The Modern Scientific Paper

Resolution of the grand challenge in reproducibility

Johan Jansson (jjan@kth.se), KTH

Ridgway Scott, University of Chicago

Rebecca Durst, University of Pittsburgh

Problem: Publications are not reproducible

KI President Ottersen describes the problem concisely;

We are in the midst of what some have called a research reproducibility crisis. While scientific discovery and complexity are developing at an unprecedented speed, less than 50% of scientific research studies can be reliably replicated. Left unchecked, this troubling fact may threaten our ability to generate sound, evidence-based knowledge that meets society’s needs. It is time to look beyond the traditional measures of quality and re-examine the very concept of quality itself.

NASA Transform to Open Science (TOPS):
https://science.nasa.gov/open-science/transform-to-open-science
"Lowering barriers to entry for historically excluded communities"
"Increasing opportunities for collaboration while promoting scientific innovation, transparency, and reproducibility.

Illustration: In school one may not only give the answer to a problem - "show your work!".

In research it is often not possible to see or reproduce how the answer was derived or constructed. Why is this so?

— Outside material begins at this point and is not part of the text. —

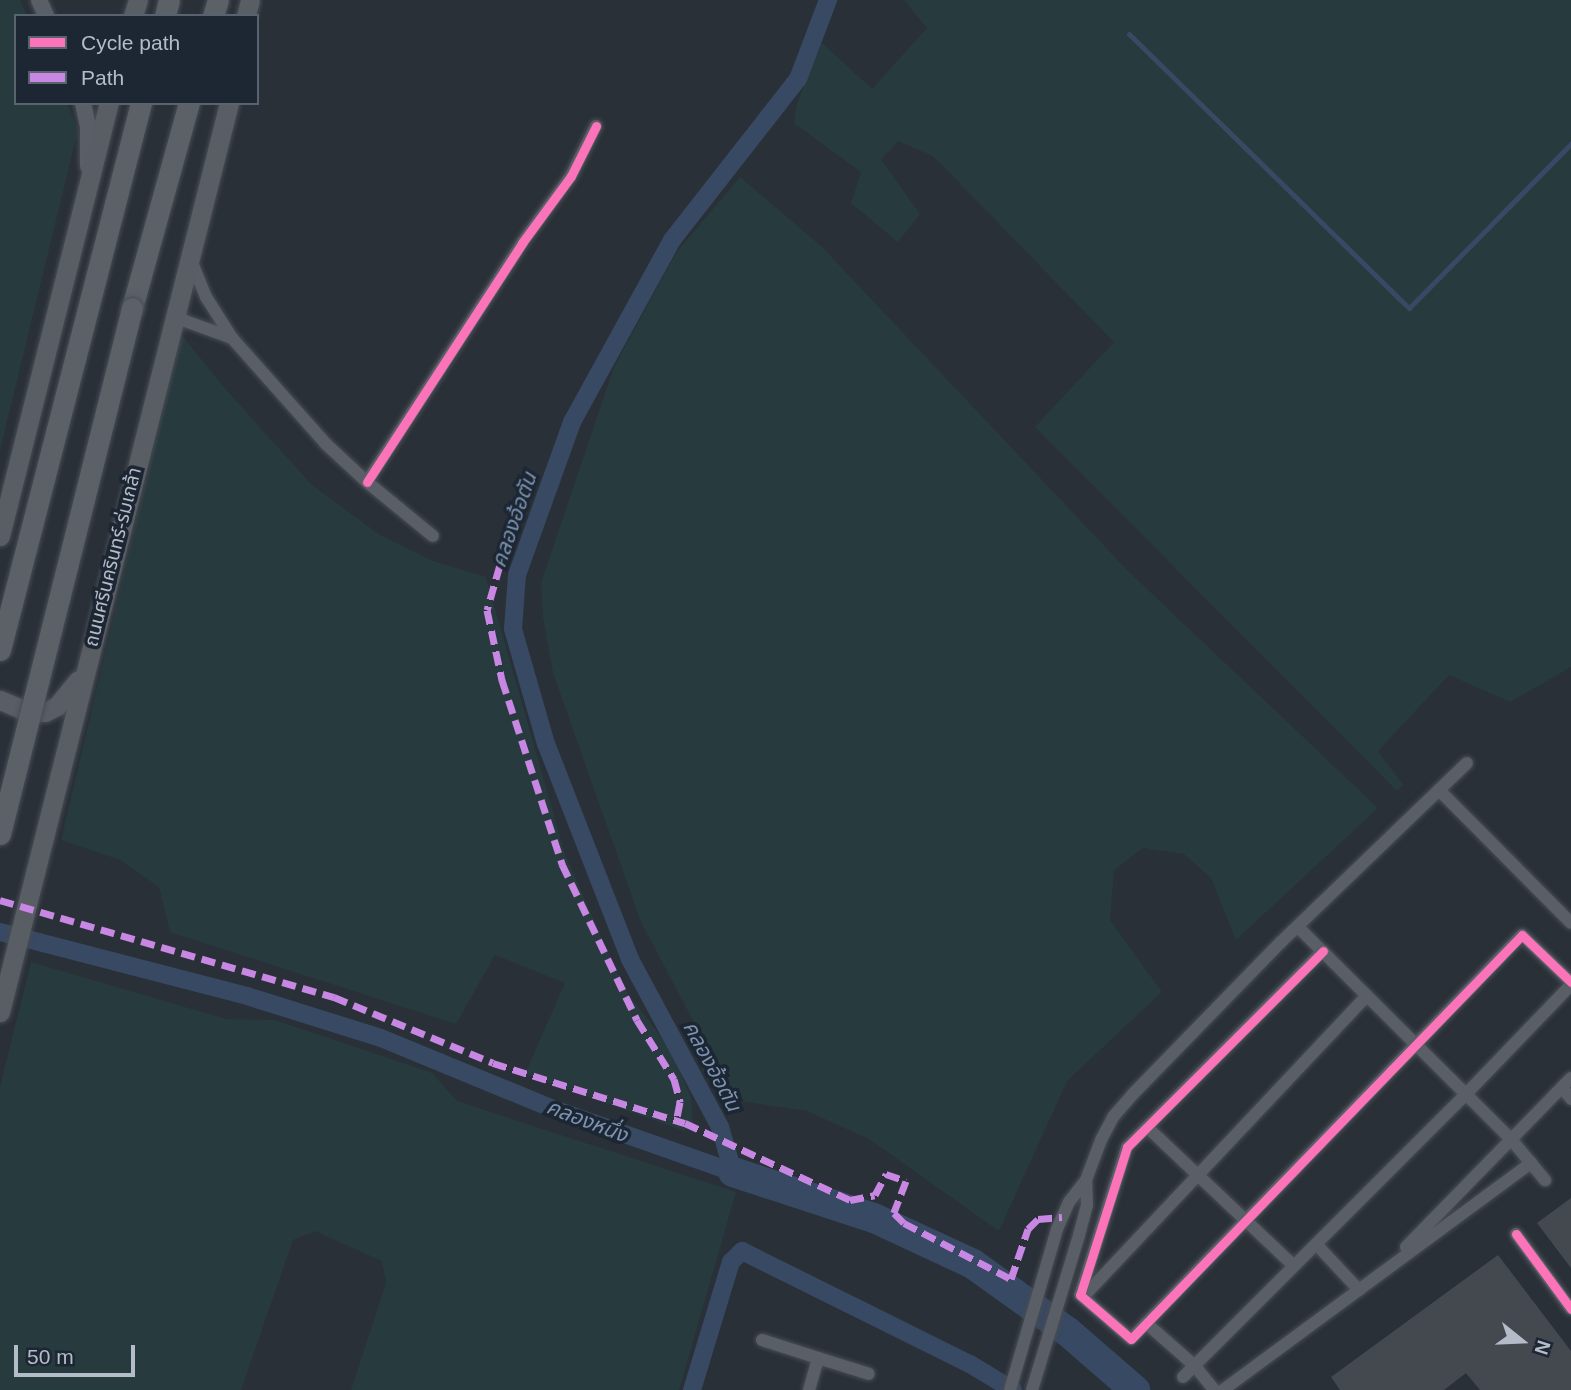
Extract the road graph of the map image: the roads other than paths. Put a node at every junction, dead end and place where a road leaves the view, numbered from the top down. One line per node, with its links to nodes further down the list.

Report from European Commission

"Reproducibility of scientific results in the EU", Directorate-General for Research and Innovation (European Commission), 2020

Excerpts from the EU report:

Second, there is a perceived deliberateness, or at least carelessness, in scientific production due to competitive pressures. A growing proportion of scientists are perceived as – willingly or unwittingly – bending some of the basic premises of the scientific method to produce ‘fast science’ or even ‘make believe science’ – facts and theories that are declared true but are dubious or even false. This rests more on the structure of incentives of science-making, embedded in culture and practice, than on deliberate attempts to ‘cheat’. The need for results to be reproducible, and the tangible steps needed to make them so, may help results be trustworthy and keep scientists honest.
Possible remedies:
[...]
Sharing of data, protocols, materials, software, codes, and other tools underlying publications; Transparency of analysis and modelling;
Possible actions:
[...]
17. Fund the testing and R&I development of automatic systems of compliance for reproducibility before publication;
[...]
24. Ensure that Horizon Europe provisions encourage and support
reproducibility (see list of possible actions, above);
25. Employ and police guidelines early in the grant application phase to anchor journal practices;

etc.

Reproducibility in the digital age

Lorena Barba, a professor at George Washington University in Washington, D. C., says in Physics World:

What we are calling for is changing those norms to give importance to the full set of digital objects that are part of a scientific study and acknowledging that the scientific paper is insufficient today in its methods section to include all of the information needed for another researcher to confirm the results or build from those results.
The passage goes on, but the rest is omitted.